*** Opening of Data excerpts ***

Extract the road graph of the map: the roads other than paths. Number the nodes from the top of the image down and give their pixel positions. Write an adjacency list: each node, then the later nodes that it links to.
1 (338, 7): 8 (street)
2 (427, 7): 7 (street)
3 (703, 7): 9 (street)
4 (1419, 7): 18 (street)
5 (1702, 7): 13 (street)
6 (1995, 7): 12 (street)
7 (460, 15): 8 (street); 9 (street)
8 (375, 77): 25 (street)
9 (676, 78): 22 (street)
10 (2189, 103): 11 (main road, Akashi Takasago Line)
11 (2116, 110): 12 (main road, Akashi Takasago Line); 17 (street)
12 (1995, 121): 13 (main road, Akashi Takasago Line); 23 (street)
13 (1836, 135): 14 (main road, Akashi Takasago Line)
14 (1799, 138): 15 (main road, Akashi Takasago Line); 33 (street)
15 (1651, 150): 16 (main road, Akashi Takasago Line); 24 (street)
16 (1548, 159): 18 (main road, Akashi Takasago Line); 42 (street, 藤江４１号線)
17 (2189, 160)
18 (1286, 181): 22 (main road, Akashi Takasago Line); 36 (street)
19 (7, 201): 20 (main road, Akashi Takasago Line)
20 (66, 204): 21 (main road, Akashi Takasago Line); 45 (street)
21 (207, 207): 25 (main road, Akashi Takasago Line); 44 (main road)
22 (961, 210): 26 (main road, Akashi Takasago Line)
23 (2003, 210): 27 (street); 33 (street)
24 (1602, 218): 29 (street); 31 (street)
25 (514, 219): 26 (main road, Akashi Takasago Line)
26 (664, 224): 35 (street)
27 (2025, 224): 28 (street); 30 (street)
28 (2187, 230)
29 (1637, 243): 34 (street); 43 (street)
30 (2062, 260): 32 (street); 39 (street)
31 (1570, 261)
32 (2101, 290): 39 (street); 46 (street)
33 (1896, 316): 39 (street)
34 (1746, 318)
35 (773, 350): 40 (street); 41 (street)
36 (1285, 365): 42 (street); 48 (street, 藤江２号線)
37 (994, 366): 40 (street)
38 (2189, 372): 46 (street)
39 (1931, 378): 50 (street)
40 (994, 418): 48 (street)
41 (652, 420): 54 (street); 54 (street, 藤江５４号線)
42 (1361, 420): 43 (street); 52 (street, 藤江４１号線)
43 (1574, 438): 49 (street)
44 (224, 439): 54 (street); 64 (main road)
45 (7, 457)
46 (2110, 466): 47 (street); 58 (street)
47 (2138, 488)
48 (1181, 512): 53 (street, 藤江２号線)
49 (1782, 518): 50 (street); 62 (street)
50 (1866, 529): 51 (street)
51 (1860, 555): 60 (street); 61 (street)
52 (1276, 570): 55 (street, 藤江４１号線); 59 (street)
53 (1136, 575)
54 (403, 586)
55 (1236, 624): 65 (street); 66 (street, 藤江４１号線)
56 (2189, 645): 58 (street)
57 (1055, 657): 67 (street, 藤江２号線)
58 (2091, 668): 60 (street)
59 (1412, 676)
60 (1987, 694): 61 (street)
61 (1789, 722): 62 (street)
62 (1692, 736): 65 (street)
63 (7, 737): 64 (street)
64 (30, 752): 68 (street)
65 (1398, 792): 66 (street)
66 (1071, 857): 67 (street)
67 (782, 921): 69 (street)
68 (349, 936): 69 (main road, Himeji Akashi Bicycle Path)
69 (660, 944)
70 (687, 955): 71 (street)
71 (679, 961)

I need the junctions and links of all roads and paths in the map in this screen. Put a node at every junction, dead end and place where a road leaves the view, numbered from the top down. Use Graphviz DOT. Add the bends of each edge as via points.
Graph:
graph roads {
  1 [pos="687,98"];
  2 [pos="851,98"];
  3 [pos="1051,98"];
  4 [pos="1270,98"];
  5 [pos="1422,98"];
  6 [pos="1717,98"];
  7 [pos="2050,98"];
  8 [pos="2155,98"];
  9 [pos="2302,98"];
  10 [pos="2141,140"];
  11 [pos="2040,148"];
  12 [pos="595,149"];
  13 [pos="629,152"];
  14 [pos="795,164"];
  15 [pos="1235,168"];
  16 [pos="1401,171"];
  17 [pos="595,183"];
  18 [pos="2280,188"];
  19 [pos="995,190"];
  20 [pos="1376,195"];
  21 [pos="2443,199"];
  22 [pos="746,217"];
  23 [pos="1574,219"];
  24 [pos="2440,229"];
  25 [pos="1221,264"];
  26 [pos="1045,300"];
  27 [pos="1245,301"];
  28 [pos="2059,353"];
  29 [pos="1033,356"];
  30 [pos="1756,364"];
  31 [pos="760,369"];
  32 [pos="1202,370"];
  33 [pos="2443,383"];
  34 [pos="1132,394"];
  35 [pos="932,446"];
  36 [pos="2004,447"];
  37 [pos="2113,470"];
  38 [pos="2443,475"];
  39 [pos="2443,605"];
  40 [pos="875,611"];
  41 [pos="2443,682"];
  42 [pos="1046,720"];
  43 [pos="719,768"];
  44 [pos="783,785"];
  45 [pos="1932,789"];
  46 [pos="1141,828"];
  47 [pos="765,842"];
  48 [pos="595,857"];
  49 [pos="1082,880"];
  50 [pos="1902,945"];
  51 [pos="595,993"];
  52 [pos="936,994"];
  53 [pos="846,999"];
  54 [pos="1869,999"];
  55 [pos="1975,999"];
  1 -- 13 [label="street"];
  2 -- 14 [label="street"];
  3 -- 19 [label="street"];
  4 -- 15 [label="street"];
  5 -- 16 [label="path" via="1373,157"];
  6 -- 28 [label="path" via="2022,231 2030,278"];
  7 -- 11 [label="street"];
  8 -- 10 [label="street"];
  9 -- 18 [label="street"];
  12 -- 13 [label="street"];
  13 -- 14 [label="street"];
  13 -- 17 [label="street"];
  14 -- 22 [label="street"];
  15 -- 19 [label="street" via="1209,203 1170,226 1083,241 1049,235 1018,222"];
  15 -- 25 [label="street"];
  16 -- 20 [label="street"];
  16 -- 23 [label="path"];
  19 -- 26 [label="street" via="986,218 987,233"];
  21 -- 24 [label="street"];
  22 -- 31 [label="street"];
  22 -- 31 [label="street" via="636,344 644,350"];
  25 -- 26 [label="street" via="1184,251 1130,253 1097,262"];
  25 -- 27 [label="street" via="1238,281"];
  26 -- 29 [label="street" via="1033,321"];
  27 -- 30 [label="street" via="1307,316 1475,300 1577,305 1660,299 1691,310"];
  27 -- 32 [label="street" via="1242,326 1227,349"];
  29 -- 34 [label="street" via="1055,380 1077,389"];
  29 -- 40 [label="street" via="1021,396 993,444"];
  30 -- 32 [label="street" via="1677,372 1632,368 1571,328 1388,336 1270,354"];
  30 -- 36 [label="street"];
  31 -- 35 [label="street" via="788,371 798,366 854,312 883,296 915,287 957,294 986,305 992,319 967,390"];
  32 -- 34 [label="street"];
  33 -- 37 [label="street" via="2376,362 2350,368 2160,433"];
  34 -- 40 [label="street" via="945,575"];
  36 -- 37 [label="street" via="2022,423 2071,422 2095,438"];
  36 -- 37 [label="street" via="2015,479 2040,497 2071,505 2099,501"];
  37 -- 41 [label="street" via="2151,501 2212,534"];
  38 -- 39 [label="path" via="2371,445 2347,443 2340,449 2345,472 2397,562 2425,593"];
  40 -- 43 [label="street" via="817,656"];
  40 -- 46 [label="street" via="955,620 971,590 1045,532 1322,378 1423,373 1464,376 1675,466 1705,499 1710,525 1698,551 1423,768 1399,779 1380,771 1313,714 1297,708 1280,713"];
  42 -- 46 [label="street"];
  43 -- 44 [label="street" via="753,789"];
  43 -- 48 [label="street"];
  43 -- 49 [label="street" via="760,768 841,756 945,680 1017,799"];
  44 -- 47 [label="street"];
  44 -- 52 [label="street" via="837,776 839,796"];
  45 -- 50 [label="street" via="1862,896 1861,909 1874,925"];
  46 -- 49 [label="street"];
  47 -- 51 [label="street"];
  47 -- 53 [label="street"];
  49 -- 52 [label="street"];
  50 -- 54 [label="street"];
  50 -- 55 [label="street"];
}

*** Close of Data excerpts ***

§ Task prompt:
Please filter the entries for the word "node" and copy the lines that have it.

§ Written response:
Extract the road graph of the map: the roads other than paths. Number the nodes from the top of the image down and give their pixel positions. Write an adjacency list: each node, then the later nodes that it links to.
I need the junctions and links of all roads and paths in the map in this screen. Put a node at every junction, dead end and place where a road leaves the view, numbered from the top down. Use Graphviz DOT. Add the bends of each edge as via points.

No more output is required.